MY KOLKATA EDUGRAPH
ADVERTISEMENT
Regular-article-logo Monday, 23 December 2024

Tiger count up in Sunderbans

The number of sightings in a week has gone up to six times since the lockdown

Snehal Sengupta Calcutta Published 06.05.20, 11:52 PM
A tiger captured by a pair of camera traps in the Sunderbans

A tiger captured by a pair of camera traps in the Sunderbans Tlegraph picture

The big cat count in the Sunderbans is nearing hundred, the latest census conducted by the forest department has revealed.

The findings of the 2019-20 census shared by the state administration on Wednesday counted at least 96 in the Indian territory.

ADVERTISEMENT

The 2018 national tiger census, the results of which were made public in July 2019, had pegged the number of tigers in the Sunderbans at 88, up from 76 in 2014.

The state, however, conducts a census of the big cats every year. The 2018-19 state census had coincided with the national census.
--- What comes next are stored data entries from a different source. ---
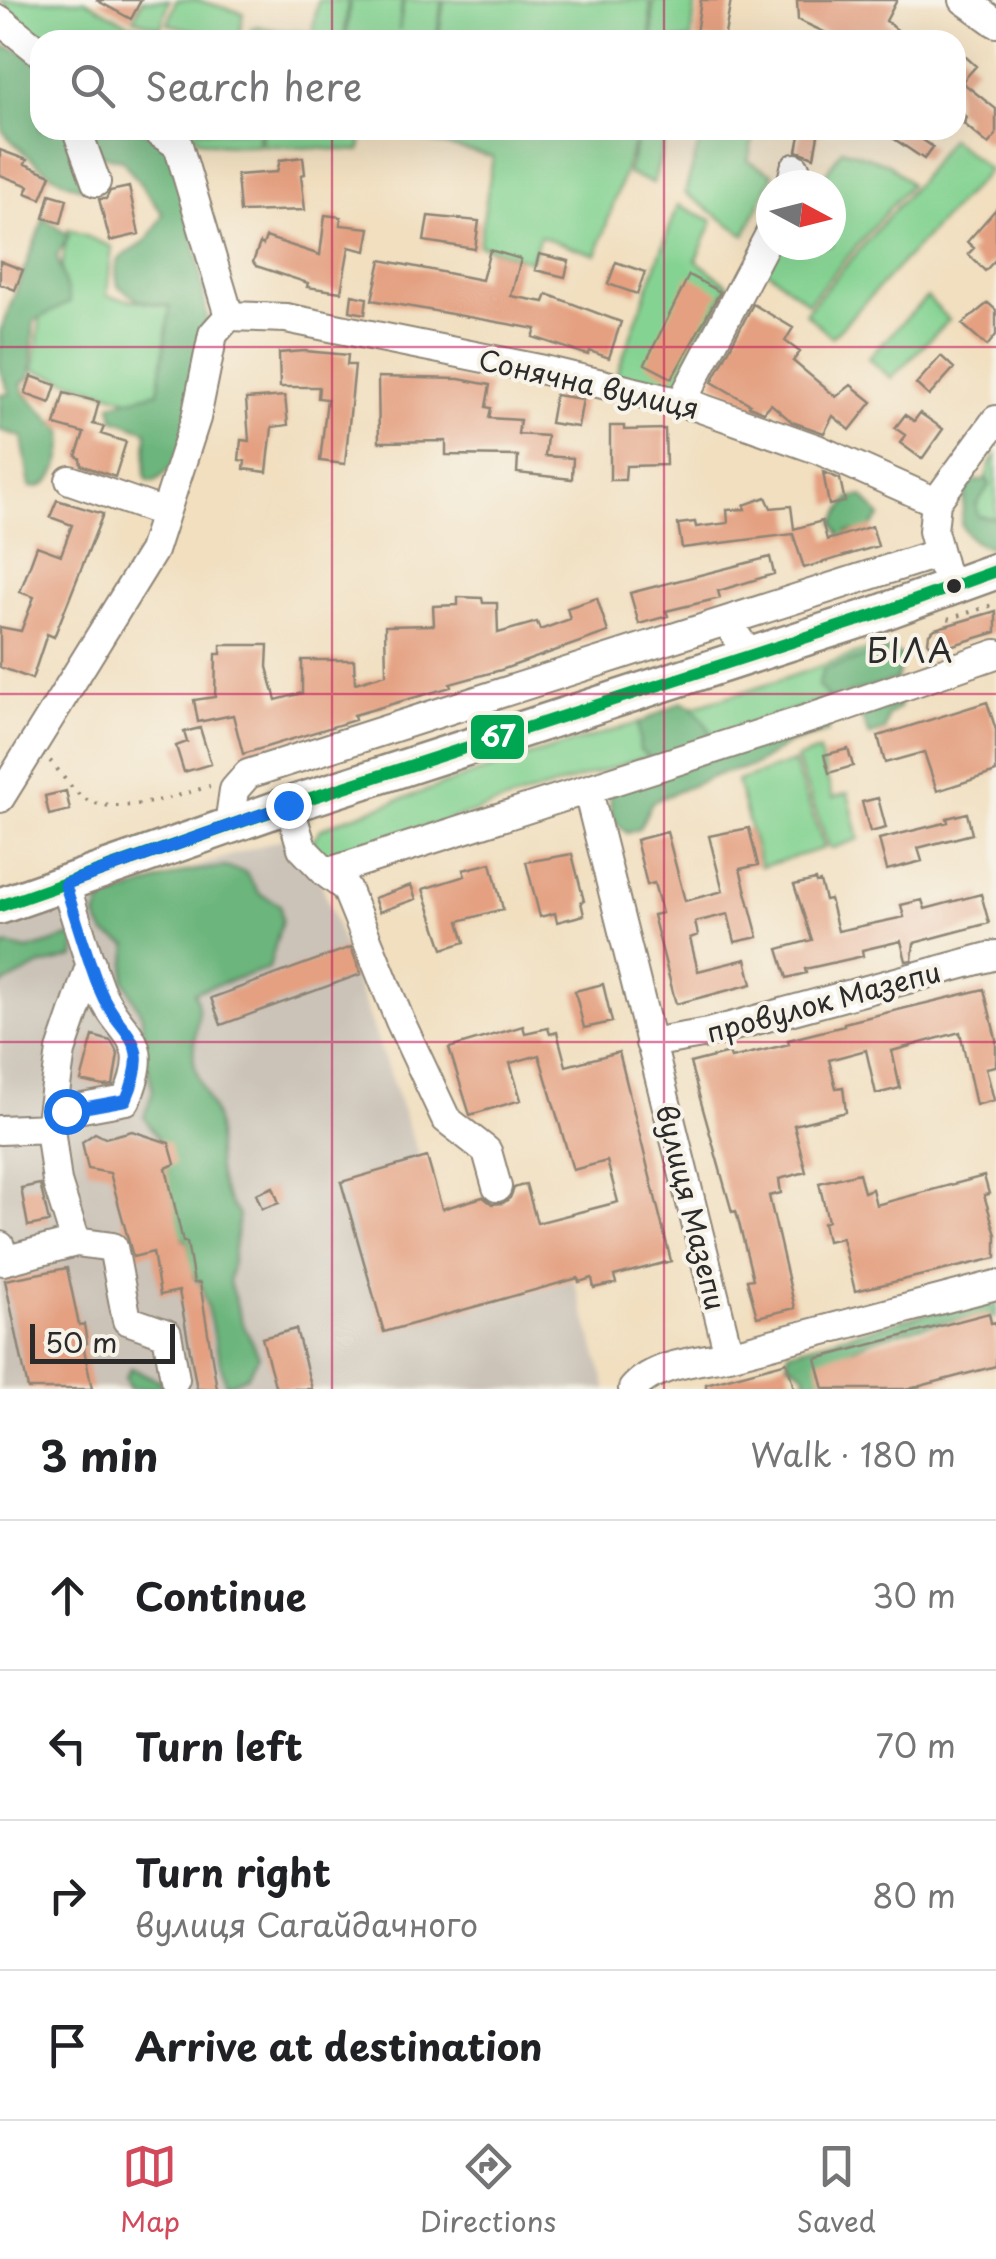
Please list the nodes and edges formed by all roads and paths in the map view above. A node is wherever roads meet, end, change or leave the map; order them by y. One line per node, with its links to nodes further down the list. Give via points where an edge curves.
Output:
1 (964, 0): 3 (street)
2 (0, 20): 4 (street)
3 (996, 23)
4 (30, 44)
5 (81, 140): 7 (street)
6 (169, 140): 9 (street, via 178,146)
7 (96, 182)
8 (756, 260): 10 (street)
9 (229, 316): 10 (street, Сонячна вулиця, via 286,318); 14 (street, via 213,334 196,418)
10 (680, 403): 13 (street, Сонячна вулиця, via 817,450)
11 (996, 420): 13 (street)
12 (70, 480): 14 (street)
13 (936, 502): 15 (street, via 932,531)
14 (165, 513): 21 (street, via 152,552)
15 (939, 553): 17 (street); 18 (street)
16 (996, 571): 17 (main road)
17 (949, 587): 20 (main road)
18 (726, 622): 20 (street); 22 (street)
19 (996, 654): 23 (street)
20 (750, 656): 25 (main road)
21 (32, 745): 22 (path, via 81,796 99,805 136,805); 24 (street)
22 (248, 774): 26 (street, via 234,790)
23 (588, 791): 27 (street); 32 (street, вулиця Мазепи)
24 (0, 798)
25 (288, 805): 26 (main road); 27 (street, via 302,848)
26 (229, 825): 28 (main road)
27 (326, 872): 35 (street, via 346,888 446,1119 488,1151)
28 (65, 884): 29 (main road); 31 (street)
29 (0, 906)
30 (996, 955): 32 (street, провулок Мазепи)
31 (91, 963): 33 (street, via 60,1051); 33 (street, via 101,993 133,1038 138,1073 126,1100 66,1111)
32 (650, 1043): 39 (street, вулиця Мазепи)
33 (50, 1128): 34 (street); 36 (street, via 57,1182)
34 (0, 1130)
35 (497, 1187)
36 (76, 1242): 37 (street, via 3,1261); 40 (street, via 112,1246 127,1320 166,1334)
37 (0, 1246)
38 (996, 1286): 39 (street)
39 (729, 1355): 41 (street, via 671,1368)
40 (175, 1379)
41 (633, 1389)

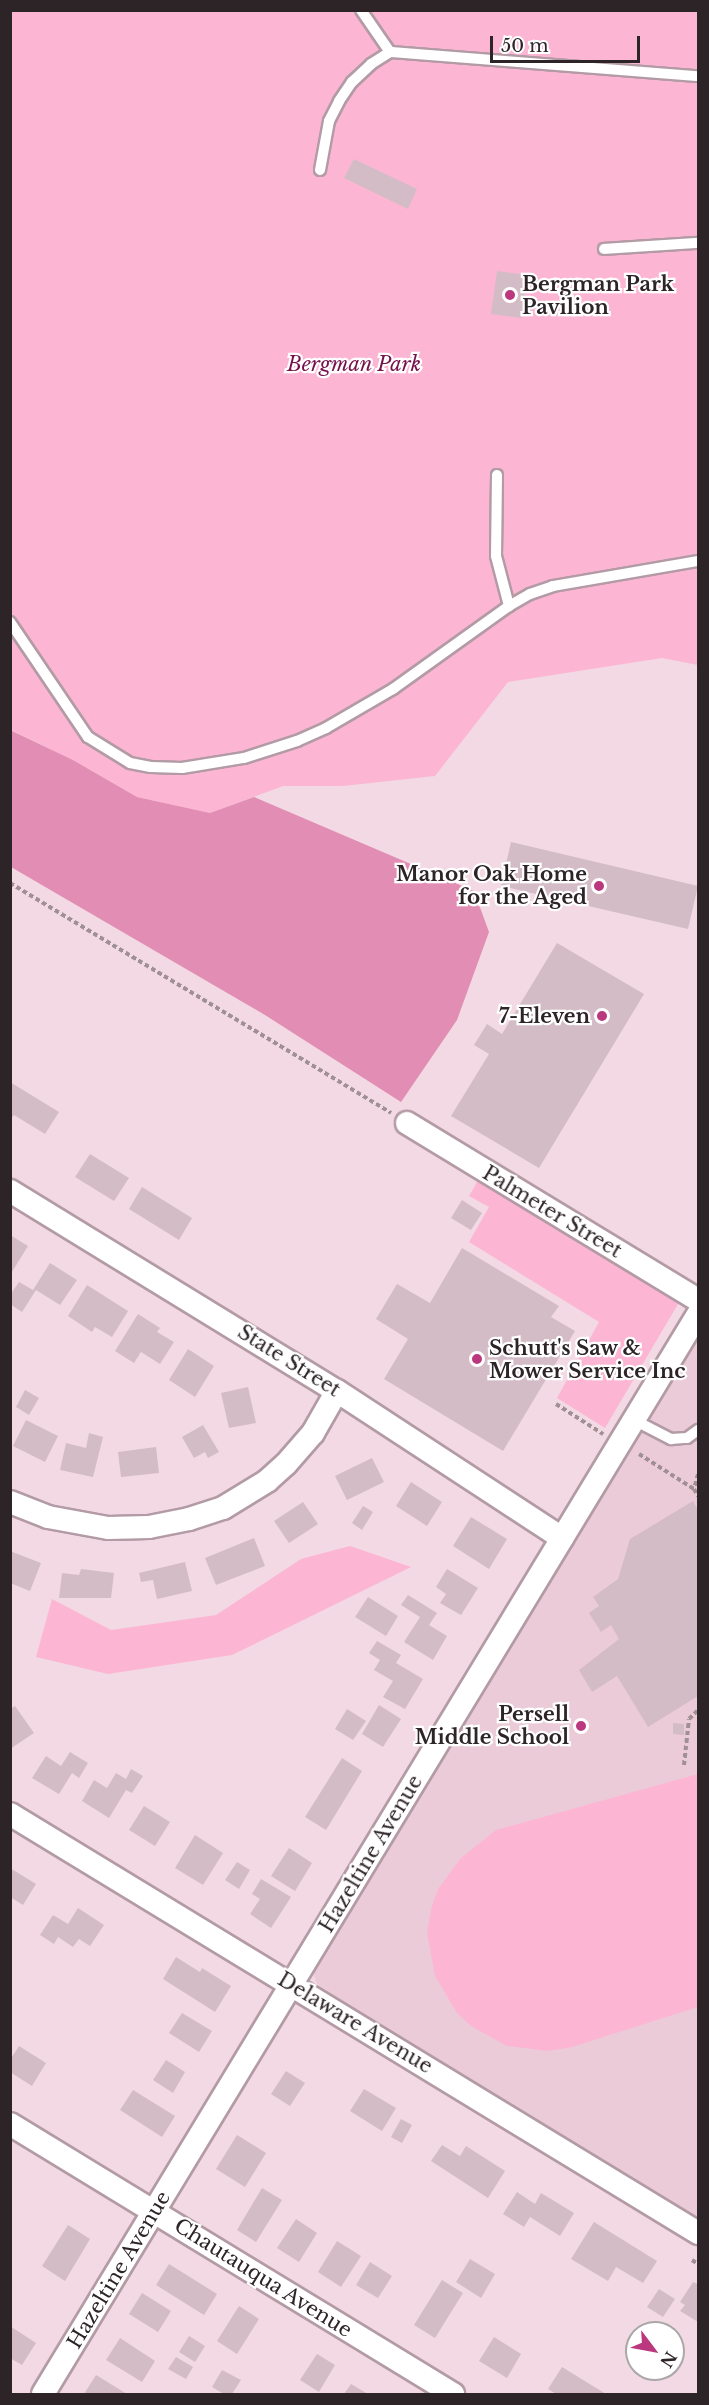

Sightings, too, have gone up in the Sunderbans because of the lockdown, forest officials said.

“Before the lockdown, when tourists were allowed, forest officials would report not more than two sightings a week,” said Sudhir Das, the director of the Sunderbans Tiger Reserve.

The number of sightings in a week has gone up to six times since the lockdown, Das said, mainly because “launches and motorboats have stopped plying “.

Rajib Banerjee, the state forest minister, said there were 23 male tigers, 43 females and 11 cubs among the 96.

Senior forest officials attributed the rise in the number of tigers to a healthy prey base in the area.

The forest department had placed 714 pairs of all-weather night vision camera traps in December.

The photographs clicked by these cameras were analysed by software capable of of identifying tigers by their stripes. “The stripes of each tiger are unique. The software can identify individual tigers by their stripes,” said Ravi Kant Sinha, the chief wildlife warden of Bengal.

Joydip Kundu, a member of the state board for wildlife and general secretary of the Society for Heritage & Ecological Researches (SHER), said the rise in count was shot in the arm for tiger conservation efforts.